Like Santa’s elves, the Kugluktuk Christmas Committee is engaged in a flurry of activity in preparation for the festive holiday season.
The goal is to outfit each household in the community with a full hamper on Dec. 17. The hampers will contain a Butterball turkey, a ham and the rest of the dinner fixings. To make that a reality for more than 400 families will cost approximately $42,000, according to Nadene McMenemy, the primary organizer.
In addition, a “mobile breakfast” will be given away over three consecutive Mondays (Dec. 13, 20 and 27), providing families in need with cereal, milk, fruit, granola and yogurt. That’s expected to cost another $18,000.
“That’s a lot of money,” McMenemy said of the combined $60,000.
To raise the funds, a major bingo was held. A Christmas bazaar is scheduled for Saturday, as is the annual telethon, where Simon Kuliktana and his band were set to perform during the evening along with throat singers and drum dancers, McMenemy noted. Residents were asked to call in to make donations.

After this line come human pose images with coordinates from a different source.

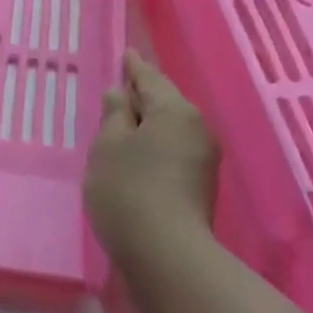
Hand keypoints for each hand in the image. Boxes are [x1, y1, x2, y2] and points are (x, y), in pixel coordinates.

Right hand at [85, 49, 219, 262]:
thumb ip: (114, 115)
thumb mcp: (108, 145)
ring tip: (122, 124)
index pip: (150, 78)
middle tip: (118, 89)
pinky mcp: (200, 187)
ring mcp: (203, 160)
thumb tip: (121, 95)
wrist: (168, 258)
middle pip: (165, 102)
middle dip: (142, 96)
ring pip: (170, 129)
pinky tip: (136, 155)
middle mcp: (197, 129)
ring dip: (148, 125)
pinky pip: (173, 151)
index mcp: (176, 110)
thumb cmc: (130, 190)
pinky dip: (154, 146)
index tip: (127, 54)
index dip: (133, 66)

An online auction — featuring local contributions including iPads, sealskin and muskox products, artwork and jewelry — is being held during the week of Dec. 5.

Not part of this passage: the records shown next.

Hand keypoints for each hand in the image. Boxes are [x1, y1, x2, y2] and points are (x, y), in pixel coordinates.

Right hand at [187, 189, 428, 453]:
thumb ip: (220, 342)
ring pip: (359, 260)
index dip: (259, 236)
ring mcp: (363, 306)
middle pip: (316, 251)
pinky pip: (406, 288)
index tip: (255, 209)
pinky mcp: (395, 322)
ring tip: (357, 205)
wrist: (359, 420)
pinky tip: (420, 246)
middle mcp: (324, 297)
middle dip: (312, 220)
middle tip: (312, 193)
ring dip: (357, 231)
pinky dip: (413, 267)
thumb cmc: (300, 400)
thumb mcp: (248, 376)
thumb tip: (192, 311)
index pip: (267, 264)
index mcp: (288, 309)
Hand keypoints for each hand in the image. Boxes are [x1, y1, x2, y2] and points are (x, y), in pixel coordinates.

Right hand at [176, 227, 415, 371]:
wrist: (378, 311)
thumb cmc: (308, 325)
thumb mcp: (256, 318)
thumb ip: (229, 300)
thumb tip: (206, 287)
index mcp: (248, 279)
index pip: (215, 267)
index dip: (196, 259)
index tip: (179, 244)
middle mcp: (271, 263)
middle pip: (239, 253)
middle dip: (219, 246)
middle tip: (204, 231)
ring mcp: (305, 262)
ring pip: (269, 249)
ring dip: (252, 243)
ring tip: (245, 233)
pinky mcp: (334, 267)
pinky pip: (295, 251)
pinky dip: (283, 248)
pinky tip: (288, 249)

Children will get the opportunity to receive a gift from Santa Claus and get their photo taken with him on Dec. 18. There will be 3,500 Timbits from Tim Hortons and hot chocolate on offer at that event.
The Santa Claus parade is on the calendar for Christmas Eve.
A virtual talent show is set for Dec. 27. That will be followed by virtual jigging the next night. A movie night, radio trivia and a cake decorating contest are also in the mix.
Covid-19 precluded the Christmas gala from going ahead for the second straight year, but fireworks will still be held to ring in the new year.
The theme for this year’s events is Family Time.
“Making sure everybody is able to be with their family because we were under such (Covid-19) restrictions last year, and that everyone has a good, hot meal. There’s no reason for any household to go without, we make sure of that, and spend some quality time together,” McMenemy said.
This year’s committee comprises several volunteers, many of them teachers.
“They’re a great help while they’re here. Some of them are going out of town (for the Christmas holidays) because they haven’t seen family in two years,” McMenemy said of the educators who are helping out. “It’s a small but mighty group … it’s a big undertaking but the end result is just so worth it.”
Lori Rudyk, one of the teachers on the committee for the past few years, said she enjoys being involved with the initiative because “to me, the holidays are about community — sustaining the traditions that were initiated years ago by Kugluktumiut provides a chance for all of us to live and learn about Inuit Qaujimajatuqangiit values like Pijitsirniq (serving) and Piliriqatigiingniq (working together).”